# 1st post-2 motors- Lots ????'s



## major (Apr 4, 2008)

bodack said:


> I have these two motors and a idea to put one of them in a Daihatsu hijet that's for sale in my neighborhood. I think I can get it for $500 (has a blown motor now). I can find little info on the net. Any and all info anyone can relay to me would be great. The insides of the motors have little wear. Will one of these push around 1200 pounds minus motor and batteries? How many batteries?
> Raymond 24v
> Part no. 570-214-101 model no.MSK-4001 ser no. 3U10609
> 
> ...


Hi bo,

The Prestolite motor is a power steer pump motor. It is likely rated about 3/4 hp continuous and compound wound, unidirectional. This is not a good candidate for EV.
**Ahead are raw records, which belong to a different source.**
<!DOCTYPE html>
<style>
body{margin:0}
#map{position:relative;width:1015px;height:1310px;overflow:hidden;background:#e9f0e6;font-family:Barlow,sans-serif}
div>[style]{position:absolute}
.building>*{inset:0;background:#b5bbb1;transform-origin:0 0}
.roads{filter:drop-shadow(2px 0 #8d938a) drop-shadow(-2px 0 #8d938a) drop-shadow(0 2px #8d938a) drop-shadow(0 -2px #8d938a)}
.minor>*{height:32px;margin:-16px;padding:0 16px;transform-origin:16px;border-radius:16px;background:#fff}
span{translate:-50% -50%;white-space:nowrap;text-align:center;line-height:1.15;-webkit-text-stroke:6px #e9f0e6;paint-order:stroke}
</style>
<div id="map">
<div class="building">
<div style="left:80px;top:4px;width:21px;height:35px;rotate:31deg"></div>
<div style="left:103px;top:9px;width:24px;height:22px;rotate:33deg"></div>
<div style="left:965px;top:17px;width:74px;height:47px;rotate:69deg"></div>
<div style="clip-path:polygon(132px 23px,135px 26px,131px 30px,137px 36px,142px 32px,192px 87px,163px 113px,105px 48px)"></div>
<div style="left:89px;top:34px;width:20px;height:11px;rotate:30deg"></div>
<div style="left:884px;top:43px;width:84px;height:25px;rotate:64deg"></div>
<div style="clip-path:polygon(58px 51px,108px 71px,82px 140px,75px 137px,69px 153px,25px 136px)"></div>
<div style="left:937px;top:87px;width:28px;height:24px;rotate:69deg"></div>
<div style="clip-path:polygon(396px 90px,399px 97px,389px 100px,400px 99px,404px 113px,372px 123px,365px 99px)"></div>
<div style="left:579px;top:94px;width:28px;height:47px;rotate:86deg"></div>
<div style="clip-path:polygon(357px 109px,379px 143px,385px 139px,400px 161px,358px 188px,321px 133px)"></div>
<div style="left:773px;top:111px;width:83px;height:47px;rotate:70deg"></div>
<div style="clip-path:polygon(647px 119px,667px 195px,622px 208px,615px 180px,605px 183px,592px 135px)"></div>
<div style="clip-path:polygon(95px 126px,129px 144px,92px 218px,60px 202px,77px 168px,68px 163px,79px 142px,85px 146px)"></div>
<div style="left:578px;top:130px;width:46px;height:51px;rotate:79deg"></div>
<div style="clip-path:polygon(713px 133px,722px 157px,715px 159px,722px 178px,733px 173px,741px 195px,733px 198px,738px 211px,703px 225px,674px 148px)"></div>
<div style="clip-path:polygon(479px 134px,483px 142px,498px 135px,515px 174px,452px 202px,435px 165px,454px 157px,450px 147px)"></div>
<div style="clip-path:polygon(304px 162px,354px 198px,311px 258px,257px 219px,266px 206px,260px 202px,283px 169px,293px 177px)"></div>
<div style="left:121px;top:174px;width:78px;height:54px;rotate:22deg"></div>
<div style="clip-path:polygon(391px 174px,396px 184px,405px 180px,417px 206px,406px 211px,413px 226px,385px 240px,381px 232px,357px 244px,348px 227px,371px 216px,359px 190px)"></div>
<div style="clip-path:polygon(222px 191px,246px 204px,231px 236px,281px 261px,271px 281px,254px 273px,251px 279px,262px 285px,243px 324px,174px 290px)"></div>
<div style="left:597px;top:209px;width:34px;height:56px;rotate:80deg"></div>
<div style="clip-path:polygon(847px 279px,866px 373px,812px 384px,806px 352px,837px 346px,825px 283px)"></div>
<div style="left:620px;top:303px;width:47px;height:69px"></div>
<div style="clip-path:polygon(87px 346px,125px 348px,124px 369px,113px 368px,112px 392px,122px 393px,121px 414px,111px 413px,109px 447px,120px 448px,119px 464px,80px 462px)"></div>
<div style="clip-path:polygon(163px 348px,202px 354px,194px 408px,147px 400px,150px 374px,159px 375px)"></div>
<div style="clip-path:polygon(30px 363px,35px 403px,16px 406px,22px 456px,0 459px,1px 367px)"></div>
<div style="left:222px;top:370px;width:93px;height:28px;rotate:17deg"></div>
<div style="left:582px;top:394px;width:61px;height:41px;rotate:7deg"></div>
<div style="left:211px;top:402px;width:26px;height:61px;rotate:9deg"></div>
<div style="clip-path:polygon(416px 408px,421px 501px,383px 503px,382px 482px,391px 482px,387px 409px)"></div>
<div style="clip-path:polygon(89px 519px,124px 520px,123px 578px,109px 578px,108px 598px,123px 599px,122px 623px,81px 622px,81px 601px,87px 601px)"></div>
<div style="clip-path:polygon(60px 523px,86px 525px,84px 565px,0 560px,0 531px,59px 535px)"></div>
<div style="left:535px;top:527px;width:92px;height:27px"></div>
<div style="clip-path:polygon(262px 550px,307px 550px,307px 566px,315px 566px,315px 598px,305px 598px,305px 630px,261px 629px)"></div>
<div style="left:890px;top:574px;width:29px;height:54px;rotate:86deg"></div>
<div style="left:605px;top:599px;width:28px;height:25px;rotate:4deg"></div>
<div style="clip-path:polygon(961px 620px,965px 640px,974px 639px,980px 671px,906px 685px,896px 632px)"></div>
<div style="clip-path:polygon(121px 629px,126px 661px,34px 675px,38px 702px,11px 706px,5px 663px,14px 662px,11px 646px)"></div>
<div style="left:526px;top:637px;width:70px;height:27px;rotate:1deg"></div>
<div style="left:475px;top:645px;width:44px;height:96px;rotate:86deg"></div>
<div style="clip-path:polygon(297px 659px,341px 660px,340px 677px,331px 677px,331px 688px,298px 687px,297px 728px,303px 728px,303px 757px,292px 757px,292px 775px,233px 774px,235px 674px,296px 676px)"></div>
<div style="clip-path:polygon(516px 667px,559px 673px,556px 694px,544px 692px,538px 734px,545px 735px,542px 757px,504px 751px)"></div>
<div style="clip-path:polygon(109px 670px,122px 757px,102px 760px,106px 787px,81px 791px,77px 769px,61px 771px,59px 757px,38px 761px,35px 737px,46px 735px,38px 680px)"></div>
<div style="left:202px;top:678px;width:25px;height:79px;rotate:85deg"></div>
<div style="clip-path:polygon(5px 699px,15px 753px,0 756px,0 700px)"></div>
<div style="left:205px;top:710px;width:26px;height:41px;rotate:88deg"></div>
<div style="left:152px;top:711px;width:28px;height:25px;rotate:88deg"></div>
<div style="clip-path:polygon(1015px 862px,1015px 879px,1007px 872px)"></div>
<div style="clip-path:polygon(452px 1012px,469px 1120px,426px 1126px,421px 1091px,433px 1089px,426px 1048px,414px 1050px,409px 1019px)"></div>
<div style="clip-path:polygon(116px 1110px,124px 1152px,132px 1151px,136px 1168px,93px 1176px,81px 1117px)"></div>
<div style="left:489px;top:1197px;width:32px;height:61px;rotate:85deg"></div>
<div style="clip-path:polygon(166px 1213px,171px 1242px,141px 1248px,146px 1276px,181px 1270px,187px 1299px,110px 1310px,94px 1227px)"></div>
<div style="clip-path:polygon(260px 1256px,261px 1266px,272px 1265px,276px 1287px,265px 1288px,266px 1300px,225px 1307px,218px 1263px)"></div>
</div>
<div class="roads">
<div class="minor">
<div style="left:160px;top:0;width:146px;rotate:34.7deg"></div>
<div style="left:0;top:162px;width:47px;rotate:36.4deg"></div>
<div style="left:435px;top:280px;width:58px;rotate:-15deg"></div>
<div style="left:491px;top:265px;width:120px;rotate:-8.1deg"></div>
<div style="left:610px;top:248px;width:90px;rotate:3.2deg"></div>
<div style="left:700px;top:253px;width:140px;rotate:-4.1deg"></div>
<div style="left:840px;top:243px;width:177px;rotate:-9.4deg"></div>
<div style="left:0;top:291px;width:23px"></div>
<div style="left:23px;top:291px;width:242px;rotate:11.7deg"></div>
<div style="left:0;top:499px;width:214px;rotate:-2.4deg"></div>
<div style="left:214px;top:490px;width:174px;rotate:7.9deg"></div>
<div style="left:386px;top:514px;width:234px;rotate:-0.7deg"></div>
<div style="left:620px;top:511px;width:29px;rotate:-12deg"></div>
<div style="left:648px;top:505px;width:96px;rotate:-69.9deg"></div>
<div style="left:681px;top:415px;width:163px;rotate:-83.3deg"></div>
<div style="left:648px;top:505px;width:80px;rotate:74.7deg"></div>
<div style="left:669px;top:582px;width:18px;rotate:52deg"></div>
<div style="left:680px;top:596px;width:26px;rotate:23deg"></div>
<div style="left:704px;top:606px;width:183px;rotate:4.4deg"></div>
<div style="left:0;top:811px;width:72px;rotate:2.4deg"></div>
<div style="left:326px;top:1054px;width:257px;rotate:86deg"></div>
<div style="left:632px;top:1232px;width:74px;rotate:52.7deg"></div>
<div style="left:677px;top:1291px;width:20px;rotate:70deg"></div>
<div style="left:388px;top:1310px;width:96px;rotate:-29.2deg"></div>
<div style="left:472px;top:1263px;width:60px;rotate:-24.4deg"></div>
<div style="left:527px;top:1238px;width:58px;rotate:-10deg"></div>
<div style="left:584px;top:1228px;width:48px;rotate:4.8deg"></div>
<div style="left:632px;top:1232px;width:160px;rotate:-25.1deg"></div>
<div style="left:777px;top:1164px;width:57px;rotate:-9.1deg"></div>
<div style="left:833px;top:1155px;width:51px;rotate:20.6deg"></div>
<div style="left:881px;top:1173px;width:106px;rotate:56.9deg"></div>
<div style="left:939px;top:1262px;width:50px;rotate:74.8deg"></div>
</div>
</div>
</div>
The GE motor appears to be a 7 inch diameter lift pump motor. It may be series or compound wound. At 36V, it is probably rated at 6 to 10 hp for intermittent duty cycle. It is in fact an appropriate size motor for a small EV car if it could be run at higher voltage. This would depend on the winding. It is also unidirectional and has the splined shaft coupling which presents difficulty connecting to the driveline.

Regards,

major


----------



## bodack (May 23, 2011)

Thanks for the info. Here are the guts pics. Just surface rust looks rebuilt and unused. It weighs 86 pounds. Any more info for my Mini truck(3 speed manual) and this motor. Oh and here is my 1st EV.


----------